Going to Chernobyl to take heed of the devastation. Visiting Auschwitz to remember. Exploring the site of a plane crash. Setting down one’s folding chair near the Gaza Strip to watch the bombings…

“Dark tourism” is booming around the globe, as a strange way to assuage our voyeuristic side and face death as a way to reassure ourselves that we, at least, are still alive. This phenomenon piqued Antoine Corriveau’s curiosity so much that it became the creative spark for the creation of his third album, the aptly titled Cette chose qui cognait au creux de sa poitrine sans vouloir s’arrêter (“The thing that beat incessantly deep inside his chest”).

“I heard about this type of tourism while reading a story by filmmaker Denis Côté in the Nouveau Projet magazine,” says Corriveau. “I was totally fascinated. Not in the sense that I wanted to visit various disaster sites, but it just made me want to reflect on this morbid attraction of humankind.”

Corriveau researched the subject. He visited the past and imagined the future. “I wrote what I imagined visiting those places could elicit inside people,” he says. “Then I wrote from the victims’ perspectives. How does a pilot feel 30 seconds before crashing? Then I imagined the future. With everything we see in the media – disasters, genocides – we can already predict what places in the world will become [dark] tourist attractions 30 years from now. That’s quite worrisome.”

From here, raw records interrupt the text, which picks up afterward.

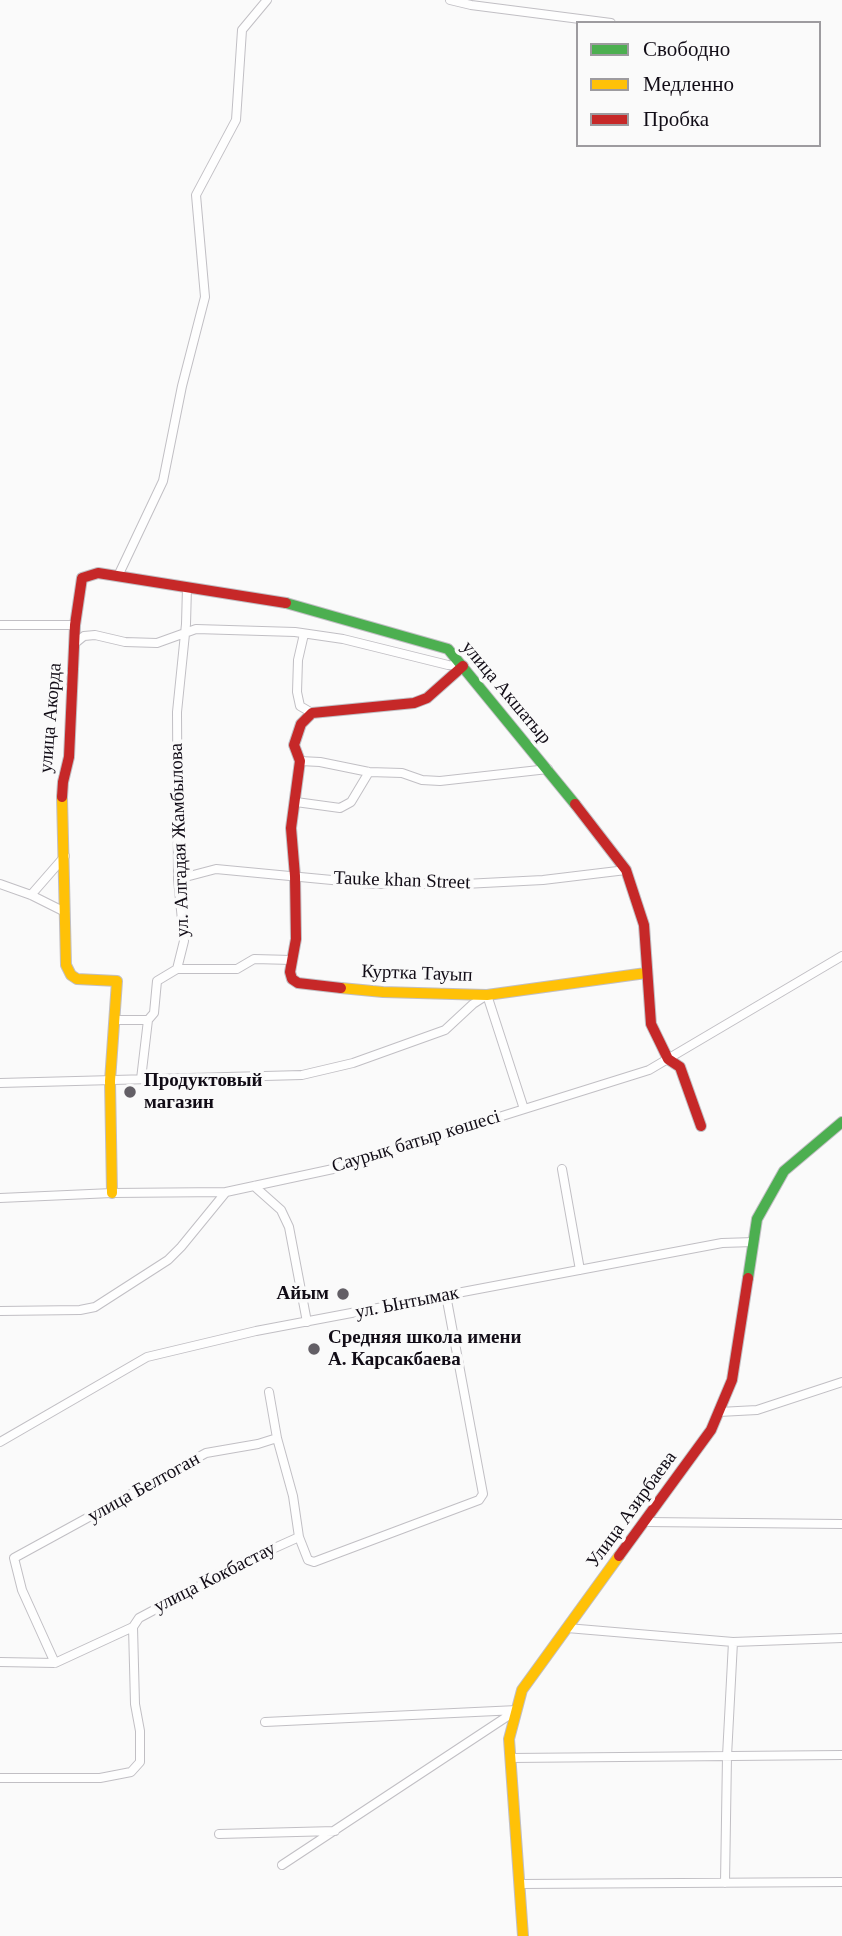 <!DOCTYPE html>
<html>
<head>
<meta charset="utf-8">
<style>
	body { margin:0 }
	#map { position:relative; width:842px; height:1936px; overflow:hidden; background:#fafafa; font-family:Georgia,serif }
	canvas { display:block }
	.legend { position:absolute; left:576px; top:21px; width:245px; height:126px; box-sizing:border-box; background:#fafafa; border:2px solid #9d9b9f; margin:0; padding:9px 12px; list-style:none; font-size:21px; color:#110c16 }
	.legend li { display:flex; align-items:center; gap:14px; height:35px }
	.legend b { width:35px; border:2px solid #9d9b9f }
</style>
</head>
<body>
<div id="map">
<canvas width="842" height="1936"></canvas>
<ul class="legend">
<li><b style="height:9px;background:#4caf50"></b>Свободно</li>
<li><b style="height:9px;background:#ffc107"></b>Медленно</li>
<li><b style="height:9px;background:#c62828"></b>Пробка</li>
</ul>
</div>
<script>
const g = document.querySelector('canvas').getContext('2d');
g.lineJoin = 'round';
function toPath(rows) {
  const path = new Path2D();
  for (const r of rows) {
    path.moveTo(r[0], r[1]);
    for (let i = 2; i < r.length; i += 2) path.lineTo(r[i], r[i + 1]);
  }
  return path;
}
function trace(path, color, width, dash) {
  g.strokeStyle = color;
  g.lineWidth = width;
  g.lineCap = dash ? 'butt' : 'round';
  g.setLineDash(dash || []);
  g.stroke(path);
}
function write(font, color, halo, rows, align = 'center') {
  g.font = font + ' Georgia,serif';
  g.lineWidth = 7;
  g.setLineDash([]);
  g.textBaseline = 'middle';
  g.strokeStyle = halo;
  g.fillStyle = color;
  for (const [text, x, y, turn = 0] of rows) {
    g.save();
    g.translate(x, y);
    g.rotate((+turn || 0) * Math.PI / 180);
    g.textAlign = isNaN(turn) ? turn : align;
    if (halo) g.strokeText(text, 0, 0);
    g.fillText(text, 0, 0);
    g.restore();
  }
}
const street = toPath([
	[450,0,471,5,611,23],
	[118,576,163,481,182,386,205,297,196,195,236,120,242,30,267,0],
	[0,625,75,625],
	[304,634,298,660,297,692,300,706,312,713],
	[74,644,84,636,95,635,125,642,157,643,196,629,295,632,343,639,448,665,463,666],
	[300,761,320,762,369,772,402,773,422,780,440,781,548,769],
	[296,802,340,808,351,802,369,772],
	[178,879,216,869,374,884,464,884,543,880,626,870],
	[0,884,31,895,65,912],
	[31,895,65,856],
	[177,969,237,969,254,959,292,960],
	[115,1020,148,1020],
	[141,1079,148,1020,154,1013,157,981,177,969,184,941,178,879,177,712,186,624,187,587],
	[0,1083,302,1075,353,1063,445,1030,473,1004,487,995,524,1109],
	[562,1169,580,1270],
	[254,1186,281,1210,289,1227,307,1322],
	[0,1198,112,1193,226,1192],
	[0,1311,80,1310,95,1307,168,1260,181,1247,226,1192,333,1169,649,1070,842,956],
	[719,1412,757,1410,842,1382],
	[0,1442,147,1357,256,1331,722,1243,754,1242],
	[646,1522,842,1524],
	[299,1537,308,1560,314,1562,479,1500,483,1494,446,1295],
	[567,1628,733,1642,842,1638],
	[0,1662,55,1663,133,1627,139,1618,248,1560,299,1537,293,1496,277,1438],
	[55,1663,22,1590,14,1558,206,1453,258,1444,277,1438,269,1392],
	[265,1722,517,1710],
	[511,1758,842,1755],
	[0,1778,100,1778,131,1772,140,1762,140,1731,135,1704,133,1627],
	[219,1834,335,1831],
	[282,1865,517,1710],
	[725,1883,727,1756,733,1642],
	[519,1884,842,1882]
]);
const fast = toPath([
	[286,603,448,649,575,804],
	[748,1278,757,1219,784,1171,842,1122]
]);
const slow = toPath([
	[62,797,66,965,71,975,77,979,117,981,110,1081,112,1193],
	[341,988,383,992,487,995,646,973],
	[523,1936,509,1739,522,1690,619,1556]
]);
const jam = toPath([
	[62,797,63,782,69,757,75,625,82,578,98,573,286,603],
	[575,804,626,870,644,925,651,1024,668,1059,680,1067,701,1126],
	[341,988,298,983,292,979,290,972,296,939,295,876,291,828,300,761,294,745,301,724,312,713,414,703,427,698,463,666],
	[619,1556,711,1430,732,1380,748,1278]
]);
trace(street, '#c1bfc4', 10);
trace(fast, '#c1bfc4', 12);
trace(slow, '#c1bfc4', 12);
trace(jam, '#c1bfc4', 12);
trace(street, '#fefefe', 8);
trace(fast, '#4caf50', 10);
trace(slow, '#ffc107', 10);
trace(jam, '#c62828', 10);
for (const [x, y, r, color] of [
	[130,1092,7,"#635f66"],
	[343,1294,7,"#635f66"],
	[314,1349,7,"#635f66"]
]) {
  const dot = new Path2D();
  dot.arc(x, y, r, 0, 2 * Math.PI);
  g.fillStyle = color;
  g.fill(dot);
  trace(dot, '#fafafa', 2.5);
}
write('19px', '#110c16', '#fafafa', [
	["улица Акшатыр",506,693,50],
	["улица Акорда",51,718,-85],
	["ул. Алгадая Жамбылова",180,840,-92],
	["Tauke khan Street",402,881,2],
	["Куртка Тауып",417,974,2],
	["Саурық батыр көшесі",416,1142,-17],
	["ул. Ынтымак",407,1303,-11],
	["улица Белтоган",144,1488,-29],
	["Улица Азирбаева",632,1510,-54],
	["улица Кокбастау",215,1578,-27]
]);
write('bold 19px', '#110c16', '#fafafa', [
	["Продуктовый",144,1081],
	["магазин",144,1103],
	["Айым",329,1294,"right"],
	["Средняя школа имени",328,1338],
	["А. Карсакбаева",328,1360]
], 'left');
</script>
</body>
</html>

“There is death itself, but there’s also the death of a relationship, or of a period in your life.”

“Croix blanche” (“White Cross”), one the first songs Corriveau wrote for the album, is about such a pilgrimage, in the footsteps of the Grim Reaper. And, just as on all the other songs on this album, one feels a personal touch, a kind of intimacy that created between the artist and the listener. Dark tourism left its influence, but there’s something more. There is a sense of daily nocturnal life, through which the narrator celebrates his existence. “‘Croix blanche’ refers to those crosses that are often erected on the site of a deadly accident as a memento,” says Corriveau. “But the more I wrote, the more I realized I needed to transcend the theme and make it mine. I didn’t want to end up sounding like all that I read on the internet. I needed it to come from me. As if I wanted to transpose these tragedies onto a more personal level. There is death itself, but there’s also the death of a relationship, or of a period of your life.”

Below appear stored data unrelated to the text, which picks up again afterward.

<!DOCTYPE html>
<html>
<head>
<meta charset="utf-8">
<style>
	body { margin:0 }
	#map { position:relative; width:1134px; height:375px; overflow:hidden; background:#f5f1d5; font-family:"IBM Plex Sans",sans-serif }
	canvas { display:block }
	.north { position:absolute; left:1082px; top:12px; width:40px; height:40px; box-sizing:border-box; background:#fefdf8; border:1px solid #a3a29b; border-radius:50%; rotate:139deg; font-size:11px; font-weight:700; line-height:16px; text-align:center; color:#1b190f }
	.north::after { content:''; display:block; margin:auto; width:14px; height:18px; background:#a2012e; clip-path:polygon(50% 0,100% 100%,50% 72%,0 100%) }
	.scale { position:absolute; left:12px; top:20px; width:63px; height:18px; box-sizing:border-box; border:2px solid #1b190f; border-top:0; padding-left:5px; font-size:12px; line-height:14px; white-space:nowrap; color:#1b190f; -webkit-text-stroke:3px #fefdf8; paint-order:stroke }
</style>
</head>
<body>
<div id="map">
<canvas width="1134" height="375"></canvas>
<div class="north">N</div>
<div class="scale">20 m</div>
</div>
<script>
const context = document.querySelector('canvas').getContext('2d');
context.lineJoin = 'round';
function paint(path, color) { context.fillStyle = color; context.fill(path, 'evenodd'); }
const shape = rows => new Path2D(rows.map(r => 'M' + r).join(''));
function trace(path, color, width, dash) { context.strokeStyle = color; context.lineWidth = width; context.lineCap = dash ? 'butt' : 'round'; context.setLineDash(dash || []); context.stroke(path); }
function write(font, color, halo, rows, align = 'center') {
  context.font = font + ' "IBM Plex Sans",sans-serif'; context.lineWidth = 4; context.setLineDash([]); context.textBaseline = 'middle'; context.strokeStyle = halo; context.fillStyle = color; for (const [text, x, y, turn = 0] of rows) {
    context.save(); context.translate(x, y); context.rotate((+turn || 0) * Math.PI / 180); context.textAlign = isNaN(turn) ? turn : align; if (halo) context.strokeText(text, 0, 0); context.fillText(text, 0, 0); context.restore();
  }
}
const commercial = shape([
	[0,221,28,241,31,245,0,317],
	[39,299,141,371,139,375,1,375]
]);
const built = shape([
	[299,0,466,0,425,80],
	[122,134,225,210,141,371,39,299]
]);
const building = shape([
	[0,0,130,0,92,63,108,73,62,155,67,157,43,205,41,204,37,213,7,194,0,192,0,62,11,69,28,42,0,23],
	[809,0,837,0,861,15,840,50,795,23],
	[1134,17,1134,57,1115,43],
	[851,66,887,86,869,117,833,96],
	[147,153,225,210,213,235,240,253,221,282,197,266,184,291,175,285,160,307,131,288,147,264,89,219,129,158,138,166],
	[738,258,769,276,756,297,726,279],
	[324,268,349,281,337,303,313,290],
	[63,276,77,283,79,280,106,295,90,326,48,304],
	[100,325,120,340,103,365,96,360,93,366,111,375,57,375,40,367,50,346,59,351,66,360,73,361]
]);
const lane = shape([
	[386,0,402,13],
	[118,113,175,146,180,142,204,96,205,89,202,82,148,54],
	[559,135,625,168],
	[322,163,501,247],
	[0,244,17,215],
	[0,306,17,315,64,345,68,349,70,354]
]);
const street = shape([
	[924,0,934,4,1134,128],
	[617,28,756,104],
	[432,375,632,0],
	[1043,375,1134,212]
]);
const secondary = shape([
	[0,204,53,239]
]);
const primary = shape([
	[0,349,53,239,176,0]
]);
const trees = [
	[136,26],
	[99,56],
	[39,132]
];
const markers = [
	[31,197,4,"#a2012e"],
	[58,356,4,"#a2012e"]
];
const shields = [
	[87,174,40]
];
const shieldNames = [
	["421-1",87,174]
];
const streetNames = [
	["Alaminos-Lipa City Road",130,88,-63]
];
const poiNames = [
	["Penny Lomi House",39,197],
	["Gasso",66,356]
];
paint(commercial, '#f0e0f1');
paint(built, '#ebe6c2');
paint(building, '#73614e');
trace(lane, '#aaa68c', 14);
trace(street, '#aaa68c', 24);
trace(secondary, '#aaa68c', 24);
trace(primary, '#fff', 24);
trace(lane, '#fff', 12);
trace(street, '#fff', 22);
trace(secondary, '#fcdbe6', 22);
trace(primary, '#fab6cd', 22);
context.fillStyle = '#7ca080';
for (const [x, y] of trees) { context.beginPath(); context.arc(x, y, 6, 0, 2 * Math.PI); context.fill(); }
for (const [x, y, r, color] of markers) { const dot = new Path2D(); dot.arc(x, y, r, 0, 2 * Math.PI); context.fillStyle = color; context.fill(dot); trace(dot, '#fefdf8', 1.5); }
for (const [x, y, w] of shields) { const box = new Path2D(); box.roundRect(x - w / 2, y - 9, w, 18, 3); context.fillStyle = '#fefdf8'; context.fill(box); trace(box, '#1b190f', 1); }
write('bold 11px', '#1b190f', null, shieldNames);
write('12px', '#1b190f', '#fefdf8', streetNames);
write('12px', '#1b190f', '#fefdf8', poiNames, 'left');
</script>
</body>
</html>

Corriveau won the 2015 Prix de la Chanson SOCAN for his song “Le nouveau vocabulaire” and he makes no bones about it: the two years that went by during the gestation of Cette chose qui cognait au creux de sa poitrine sans vouloir s’arrêter were marked by a separation, his own personal train wreck, that he re-visited over and over. “When you end up on your own, you don’t owe anyone anything anymore,” he says. “I wanted to rub shoulders with the unknown, the same way one would visit Chernobyl. I pushed the boundaries back. I toyed with that fine line beyond which one loses any kind of stability. I was alone with myself. I was trying all kinds of stuff. I met new people. I found out how far I was willing to go, and also where I didn’t want to go. The euphoric effect of discovery acted as a counterweight to the darkness and imagery of death.”

Needless to say, this new album isn’t exactly mellow music. With his gravely voice and solemn delivery, Corriveau remains true to his subject matter. With the help of his core musicians (Marianne Houle on keyboards, Stéphane Bergeron on drums, and Nicolas Grou on guitars and production), he gave birth to ethereal, refined compositions, augmented by string and brass arrangements.

“It does sound big with those orchestrations, yet the songs are much simpler than on the previous album [Les Ombres longues, 2014],” he says. “I wanted to be able to play the album live with a limited number of musicians. On tour, Marianne plays a synth, and even without the brass and strings, the songs don’t end up de-natured. This album was written much more with the stage in mind,” he says, and it’s a place where Corriveau will spend a considerable amount of time in the coming months. A place where, once more, he’ll connect with the members of the audience, one by one, shooting a musical arrow straight through their hearts.